_YOUR ASSIGNMENT:_ A single number is the expected answer: the count of lines in the listing that hold the word "Taylor".

_DATA EXCERPTS:_
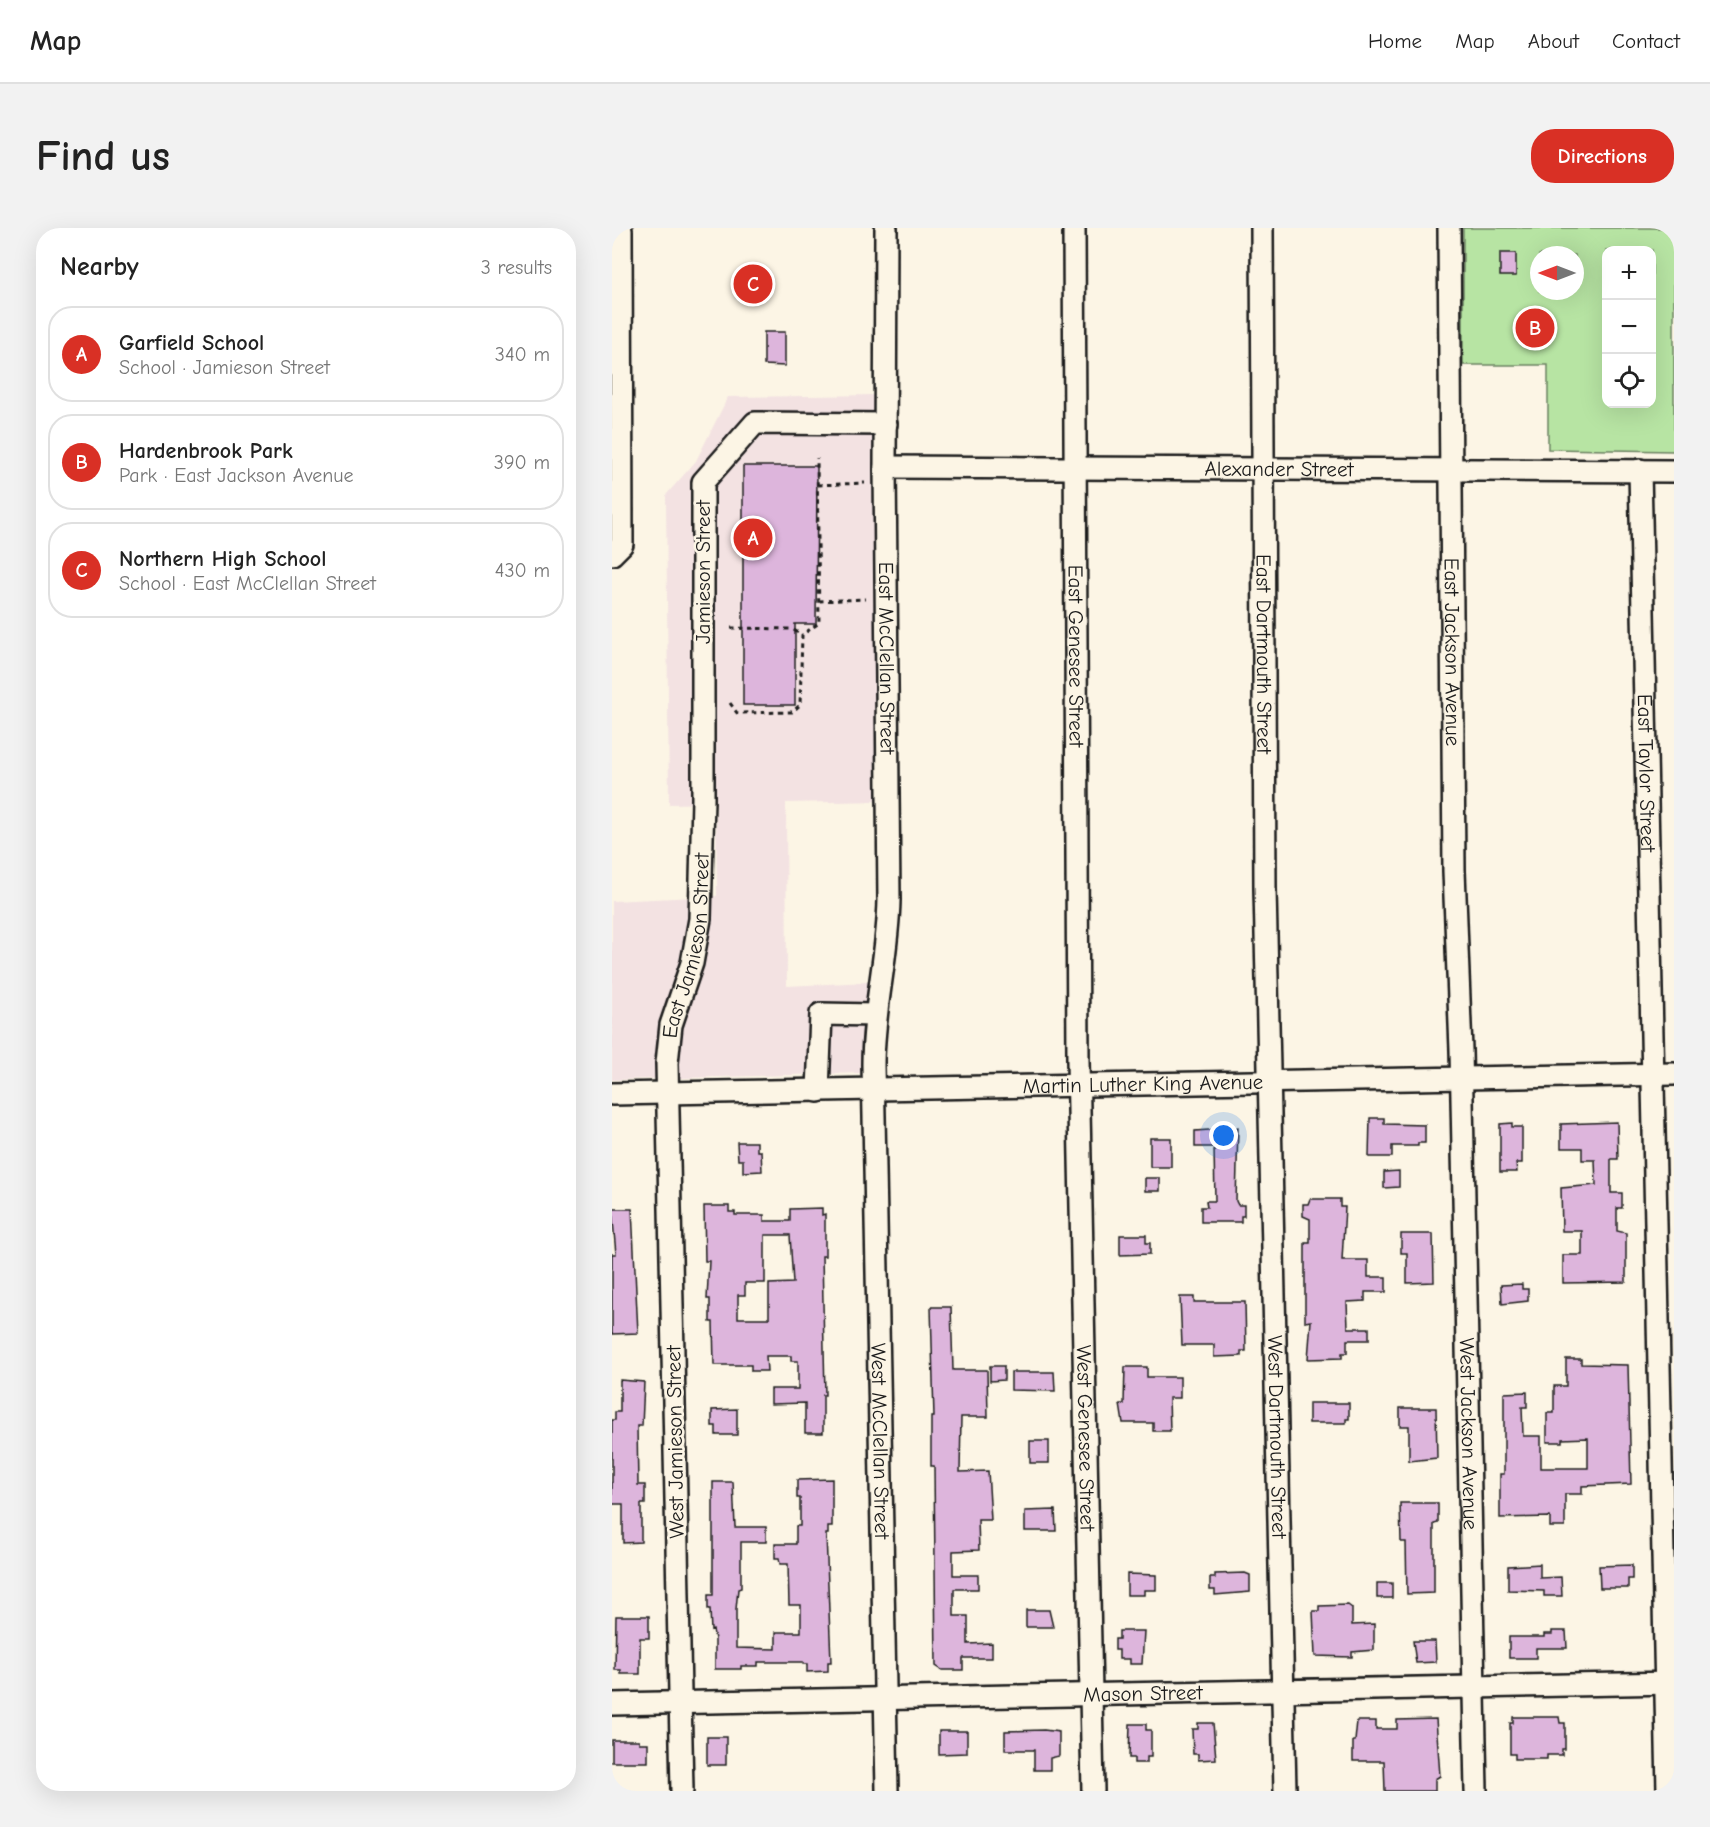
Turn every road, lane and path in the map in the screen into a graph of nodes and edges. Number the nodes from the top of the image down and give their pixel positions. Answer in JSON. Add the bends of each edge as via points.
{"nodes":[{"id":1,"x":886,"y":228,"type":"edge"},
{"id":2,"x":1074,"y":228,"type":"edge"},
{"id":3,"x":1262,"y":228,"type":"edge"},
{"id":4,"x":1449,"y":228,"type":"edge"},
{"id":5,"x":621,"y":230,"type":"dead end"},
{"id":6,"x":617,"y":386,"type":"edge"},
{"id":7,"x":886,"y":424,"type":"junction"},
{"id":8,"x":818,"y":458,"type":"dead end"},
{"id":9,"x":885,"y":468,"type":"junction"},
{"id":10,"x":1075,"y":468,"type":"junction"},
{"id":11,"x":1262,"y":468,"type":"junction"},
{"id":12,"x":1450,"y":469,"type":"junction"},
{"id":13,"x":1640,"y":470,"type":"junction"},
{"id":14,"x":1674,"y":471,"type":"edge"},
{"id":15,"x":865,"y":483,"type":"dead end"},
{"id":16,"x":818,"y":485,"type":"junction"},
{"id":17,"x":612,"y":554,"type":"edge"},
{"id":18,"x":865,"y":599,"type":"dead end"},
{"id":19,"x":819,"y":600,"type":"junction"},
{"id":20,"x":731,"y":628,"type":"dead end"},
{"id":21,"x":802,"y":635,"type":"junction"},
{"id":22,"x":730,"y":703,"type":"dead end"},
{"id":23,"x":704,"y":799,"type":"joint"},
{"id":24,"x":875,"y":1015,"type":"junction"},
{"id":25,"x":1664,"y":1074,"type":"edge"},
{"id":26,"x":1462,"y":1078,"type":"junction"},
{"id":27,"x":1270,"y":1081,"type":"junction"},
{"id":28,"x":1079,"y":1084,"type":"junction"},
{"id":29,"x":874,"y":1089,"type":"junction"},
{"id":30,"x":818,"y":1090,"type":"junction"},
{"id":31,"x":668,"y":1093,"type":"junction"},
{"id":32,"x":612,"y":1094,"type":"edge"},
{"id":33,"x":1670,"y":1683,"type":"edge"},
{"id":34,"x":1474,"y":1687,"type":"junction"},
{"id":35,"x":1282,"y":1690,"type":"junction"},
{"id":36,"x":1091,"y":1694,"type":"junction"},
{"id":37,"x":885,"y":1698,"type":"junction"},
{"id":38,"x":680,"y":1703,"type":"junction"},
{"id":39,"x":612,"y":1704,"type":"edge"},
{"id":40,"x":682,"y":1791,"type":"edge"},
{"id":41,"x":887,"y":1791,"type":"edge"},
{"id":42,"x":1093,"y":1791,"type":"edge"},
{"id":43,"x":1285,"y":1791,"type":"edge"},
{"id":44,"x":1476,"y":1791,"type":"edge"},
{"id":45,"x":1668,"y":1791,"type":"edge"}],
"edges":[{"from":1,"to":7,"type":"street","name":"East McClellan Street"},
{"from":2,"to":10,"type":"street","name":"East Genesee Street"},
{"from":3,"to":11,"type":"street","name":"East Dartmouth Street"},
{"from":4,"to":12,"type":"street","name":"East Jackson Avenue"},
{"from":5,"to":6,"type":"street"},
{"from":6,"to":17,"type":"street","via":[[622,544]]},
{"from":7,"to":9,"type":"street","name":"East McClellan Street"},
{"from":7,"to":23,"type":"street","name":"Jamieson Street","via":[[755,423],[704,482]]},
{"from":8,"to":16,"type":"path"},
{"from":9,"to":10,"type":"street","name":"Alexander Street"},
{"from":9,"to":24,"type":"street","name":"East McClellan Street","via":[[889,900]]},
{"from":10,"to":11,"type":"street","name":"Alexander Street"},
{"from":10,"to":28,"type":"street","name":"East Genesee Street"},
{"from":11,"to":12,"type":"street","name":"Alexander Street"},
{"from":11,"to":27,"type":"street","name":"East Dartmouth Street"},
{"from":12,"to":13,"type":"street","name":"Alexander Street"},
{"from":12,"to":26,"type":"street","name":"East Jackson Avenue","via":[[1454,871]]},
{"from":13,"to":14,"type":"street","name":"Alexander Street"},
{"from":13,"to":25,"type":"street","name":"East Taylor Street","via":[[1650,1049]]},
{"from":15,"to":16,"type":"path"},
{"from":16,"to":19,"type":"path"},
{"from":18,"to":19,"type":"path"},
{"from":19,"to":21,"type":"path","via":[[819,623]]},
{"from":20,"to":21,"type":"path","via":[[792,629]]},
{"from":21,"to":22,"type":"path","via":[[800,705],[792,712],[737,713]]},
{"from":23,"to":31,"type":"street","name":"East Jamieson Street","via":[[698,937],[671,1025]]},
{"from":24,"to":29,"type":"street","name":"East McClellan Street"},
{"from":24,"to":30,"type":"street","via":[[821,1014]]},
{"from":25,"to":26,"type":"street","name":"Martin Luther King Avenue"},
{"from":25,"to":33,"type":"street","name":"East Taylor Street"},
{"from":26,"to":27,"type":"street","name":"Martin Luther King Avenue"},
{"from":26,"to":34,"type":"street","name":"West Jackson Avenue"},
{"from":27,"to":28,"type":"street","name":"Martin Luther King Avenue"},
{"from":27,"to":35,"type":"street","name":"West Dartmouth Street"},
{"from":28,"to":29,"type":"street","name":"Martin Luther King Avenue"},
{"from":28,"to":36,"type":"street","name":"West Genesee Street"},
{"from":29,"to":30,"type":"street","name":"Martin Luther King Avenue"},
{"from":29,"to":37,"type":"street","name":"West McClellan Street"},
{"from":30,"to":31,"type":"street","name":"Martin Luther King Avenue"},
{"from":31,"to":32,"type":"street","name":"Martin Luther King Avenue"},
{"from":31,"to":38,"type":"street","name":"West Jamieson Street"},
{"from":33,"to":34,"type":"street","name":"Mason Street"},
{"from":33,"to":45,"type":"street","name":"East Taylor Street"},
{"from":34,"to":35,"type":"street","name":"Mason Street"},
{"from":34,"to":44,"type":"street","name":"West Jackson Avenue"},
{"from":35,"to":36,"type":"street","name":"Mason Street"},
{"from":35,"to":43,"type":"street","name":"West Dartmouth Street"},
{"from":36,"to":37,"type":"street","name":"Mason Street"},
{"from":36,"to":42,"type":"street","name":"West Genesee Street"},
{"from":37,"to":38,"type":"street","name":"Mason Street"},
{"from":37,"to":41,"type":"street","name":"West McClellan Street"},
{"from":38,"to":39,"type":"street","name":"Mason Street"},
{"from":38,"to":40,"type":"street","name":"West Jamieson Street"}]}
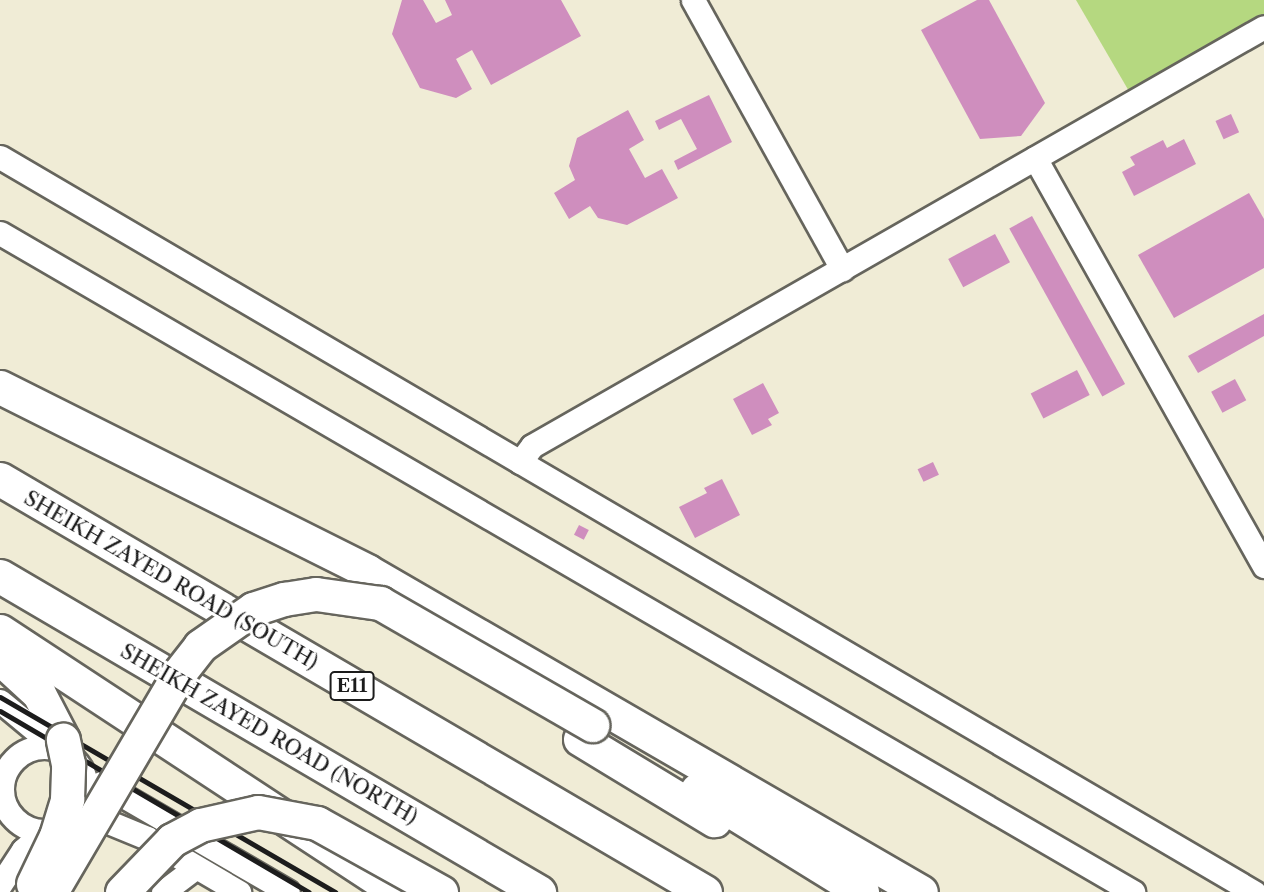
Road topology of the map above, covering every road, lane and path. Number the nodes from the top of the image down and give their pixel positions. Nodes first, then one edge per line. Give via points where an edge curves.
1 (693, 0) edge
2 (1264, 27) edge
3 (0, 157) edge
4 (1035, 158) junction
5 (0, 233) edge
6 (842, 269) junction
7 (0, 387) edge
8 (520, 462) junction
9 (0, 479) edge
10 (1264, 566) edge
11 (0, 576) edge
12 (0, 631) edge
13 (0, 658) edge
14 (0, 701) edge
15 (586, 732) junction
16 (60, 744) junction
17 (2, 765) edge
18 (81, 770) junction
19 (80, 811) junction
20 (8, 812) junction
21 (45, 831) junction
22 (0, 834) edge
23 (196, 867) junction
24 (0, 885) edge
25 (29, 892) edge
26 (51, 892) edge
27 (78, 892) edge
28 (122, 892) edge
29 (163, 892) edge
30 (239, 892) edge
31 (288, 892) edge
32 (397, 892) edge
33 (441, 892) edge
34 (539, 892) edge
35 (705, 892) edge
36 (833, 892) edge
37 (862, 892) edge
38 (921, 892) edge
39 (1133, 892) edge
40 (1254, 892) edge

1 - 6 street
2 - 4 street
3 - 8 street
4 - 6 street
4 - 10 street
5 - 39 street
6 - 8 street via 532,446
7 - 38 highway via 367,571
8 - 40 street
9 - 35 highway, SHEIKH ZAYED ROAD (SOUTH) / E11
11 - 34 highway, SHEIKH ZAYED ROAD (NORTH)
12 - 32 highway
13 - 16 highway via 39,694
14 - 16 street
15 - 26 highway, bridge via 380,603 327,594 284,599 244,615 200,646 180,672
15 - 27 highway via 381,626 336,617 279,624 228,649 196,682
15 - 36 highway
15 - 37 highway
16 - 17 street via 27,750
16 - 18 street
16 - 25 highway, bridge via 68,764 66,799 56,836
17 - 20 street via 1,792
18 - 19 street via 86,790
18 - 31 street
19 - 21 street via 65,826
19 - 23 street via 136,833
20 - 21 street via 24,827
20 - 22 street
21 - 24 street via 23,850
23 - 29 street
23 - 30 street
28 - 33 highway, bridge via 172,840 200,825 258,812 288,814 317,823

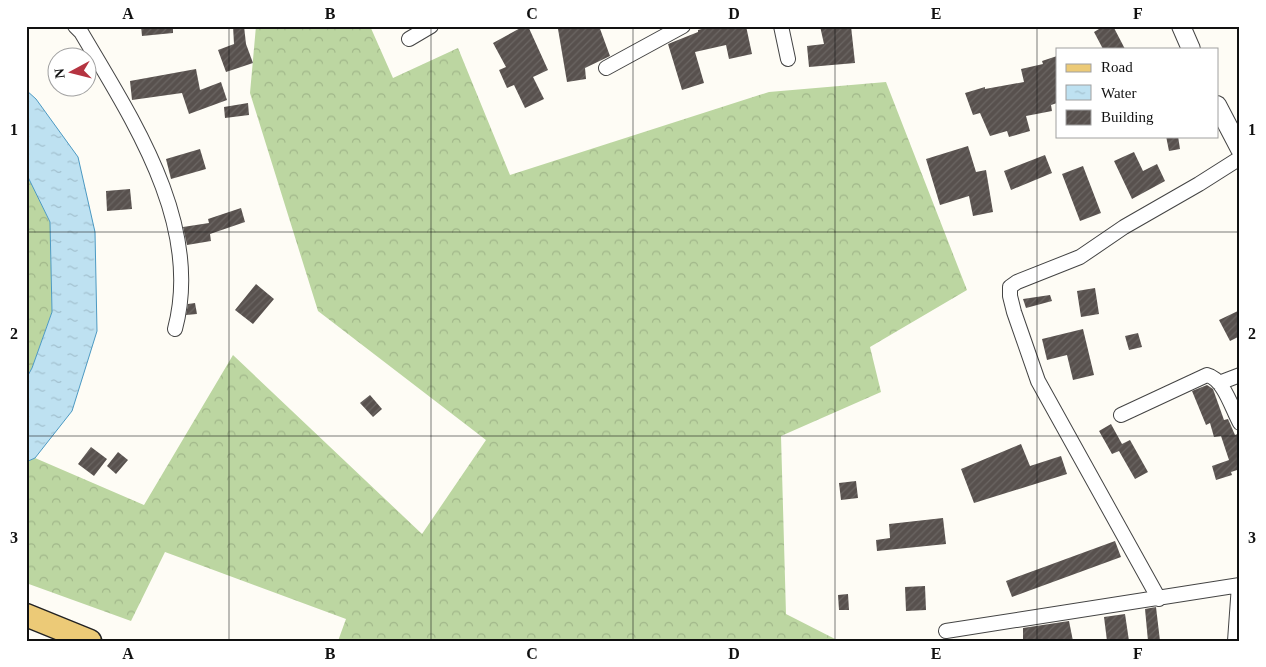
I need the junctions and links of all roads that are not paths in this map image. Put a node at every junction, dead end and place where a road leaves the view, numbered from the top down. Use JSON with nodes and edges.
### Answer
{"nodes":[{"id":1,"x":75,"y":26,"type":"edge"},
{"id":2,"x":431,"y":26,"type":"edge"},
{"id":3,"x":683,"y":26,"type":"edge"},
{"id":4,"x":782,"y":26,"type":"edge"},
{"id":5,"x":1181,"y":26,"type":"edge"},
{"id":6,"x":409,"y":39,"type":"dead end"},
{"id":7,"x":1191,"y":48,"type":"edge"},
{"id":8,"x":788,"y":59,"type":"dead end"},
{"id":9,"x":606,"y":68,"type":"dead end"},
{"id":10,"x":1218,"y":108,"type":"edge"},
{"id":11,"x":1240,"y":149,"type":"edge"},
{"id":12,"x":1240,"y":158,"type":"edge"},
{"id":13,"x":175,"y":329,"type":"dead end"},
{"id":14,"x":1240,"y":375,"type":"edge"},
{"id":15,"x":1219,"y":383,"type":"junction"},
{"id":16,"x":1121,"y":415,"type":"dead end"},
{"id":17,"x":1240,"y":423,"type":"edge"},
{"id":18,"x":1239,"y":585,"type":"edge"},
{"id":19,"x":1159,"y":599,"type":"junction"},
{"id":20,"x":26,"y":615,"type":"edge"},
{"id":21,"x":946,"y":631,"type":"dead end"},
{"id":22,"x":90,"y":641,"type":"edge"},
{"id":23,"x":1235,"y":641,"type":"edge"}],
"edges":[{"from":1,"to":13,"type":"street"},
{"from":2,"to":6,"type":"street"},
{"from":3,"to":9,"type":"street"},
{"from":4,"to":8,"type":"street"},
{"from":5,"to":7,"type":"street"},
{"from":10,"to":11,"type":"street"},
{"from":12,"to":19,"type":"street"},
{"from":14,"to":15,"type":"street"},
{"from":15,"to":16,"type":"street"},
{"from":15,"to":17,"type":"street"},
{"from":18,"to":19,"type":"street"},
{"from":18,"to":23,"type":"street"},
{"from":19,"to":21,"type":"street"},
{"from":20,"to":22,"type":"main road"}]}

_WRITTEN REPLY:_ 3